Could it really work?

The jury is out, and we’ll see what the guinea pigs say at the end of the week. They are, after all, pondering one of the basic questions of life: How can I be happy?

I wonder if that is the theme of every book that is ever written and the subtext to every play. Do we all quest in our own bumbling way for happiness, or are there some for whom bleak is best?

At home with my seven year old son, Felix, we are reading an abridged version of Emily Bronte’s Wuthering Heights. As I pondered happiness and unhappiness during the day, its antiheroine, Kathy, came to mind. A woman who could have had every social advantage: who was well provided for; who had the love of a devoted husband; and yet seemed born for tragedy.

The choices she made were often headstrong and thoughtless. She was dominated by a stomach full of emotions, not sentiment: great wild horses which trampled down any chance she could ever have of happiness. Today Felix related the scene where Kathy slaps the faithful maid, Ellen, in front of her young moneyed admirer Edgar Linton.

Her temper does not stop there: when her young nephew cries because his closest carer has been hurt, he chooses to voice the words ‘wicked Aunt Kathy’, and earns himself a thorough shaking. Finally Edgar intervenes and she aims a stinging blow at him.

Such self destructive behaviour in a young woman. Are there just some irredeemable wrong ‘uns in the world?

By total contrast, the late Victorian story of a city clerk who lives in an unassuming terraced house in Holloway shows how some people are predisposed to happiness. Charles Pooter, of Diary Of A Nobody fame, rambles on about everything and nothing in his daily journal. We hear of jokes he has made, the odd puzzling dream, life at the office, a happy relationship with his homely wife Carrie, and arguments with the egg man.

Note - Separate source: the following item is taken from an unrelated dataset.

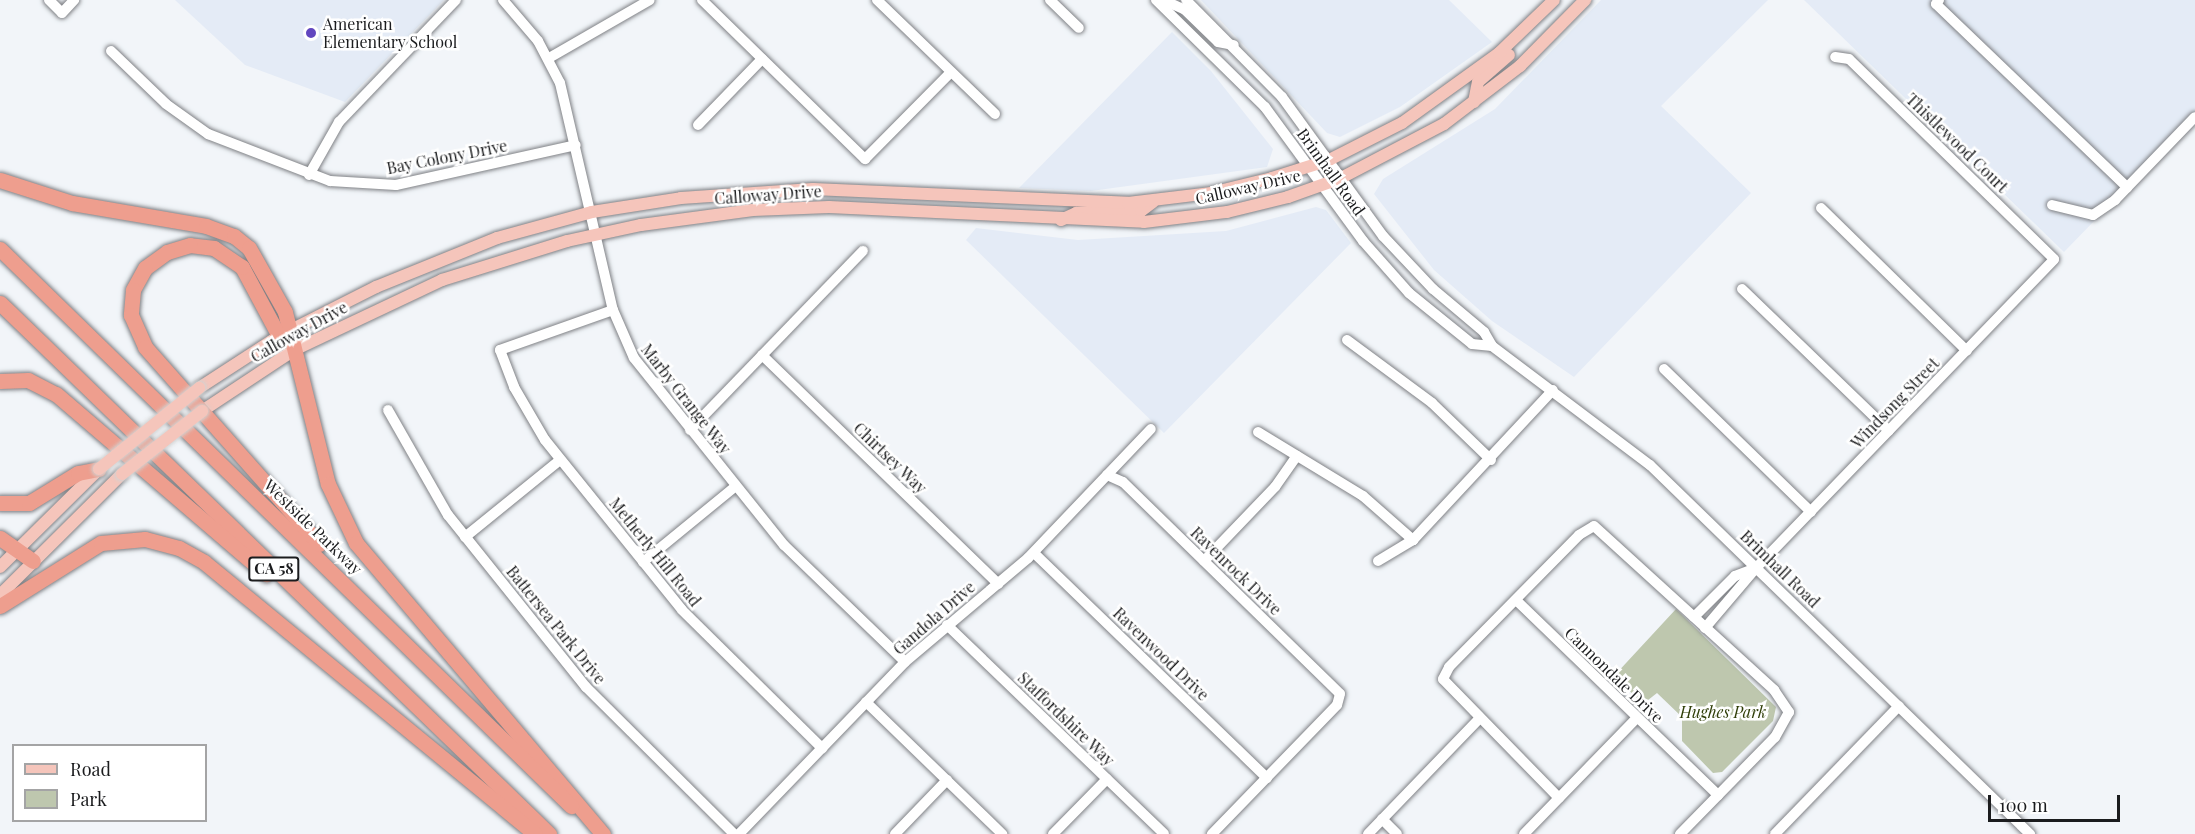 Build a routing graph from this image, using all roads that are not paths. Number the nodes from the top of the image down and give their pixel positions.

Somehow, though, happiness exudes from the pages of this little masterpiece by Lloyd and Weedon Grossmith. Perhaps because the very act of writing a diary means that Pooter reflects on the small happinesses of his life: a solid relationship with his well-established employers; a son who finally turns out well; good friends and relatives.

Action For Happiness hypothesises that happiness is a choice: something which can be learned, if we know how. Could they have rescued Kathy? More importantly, could Pooter have taught us a thing or two?

Time to answer with a little metaphor.

CS Lewis’s Narnian Chronicles closes with the end of Lewis’s fictional world. Towards the end of The Last Battle, a shed has been put up: a door to something else. It’s just this shed door standing in a clearing, and everyone’s saying the vengeful, terrible god, Tash, is inside. The last hero of Narnia, Tirian, is fighting his enemy: and as a last desperate ploy, he jumps inside the shed and invites his opponent to come and meet Tash.

When he gets inside, the shed is not dark. Indeed, he is in a beautiful green paradise: the new Narnia. A kind of heaven.

Tash comes to claim the baddie and leaves; and all the people who have ever visited Narnia from our world are there to greet Tirian. As is Aslan, the lion who made Narnia in the first place.

But there’s a group of people who are not convinced.

Lewis’s mythical dwarves are stalwart souls: history records some great heroes amongst their ranks. But they know what they like and they like what they know. And the throng of new Narnians come upon them, sitting in a circle. The dwarves insist they are in a dark shed.

They have been thrown in the shed of Tash: and their pragmatic minds will admit no other possibility. They sit there in paradise, doomed to the dark little space which exists only in their mind.

A clever picture. At any moment we can open our minds to see what is there all the time.

But it’s a choice.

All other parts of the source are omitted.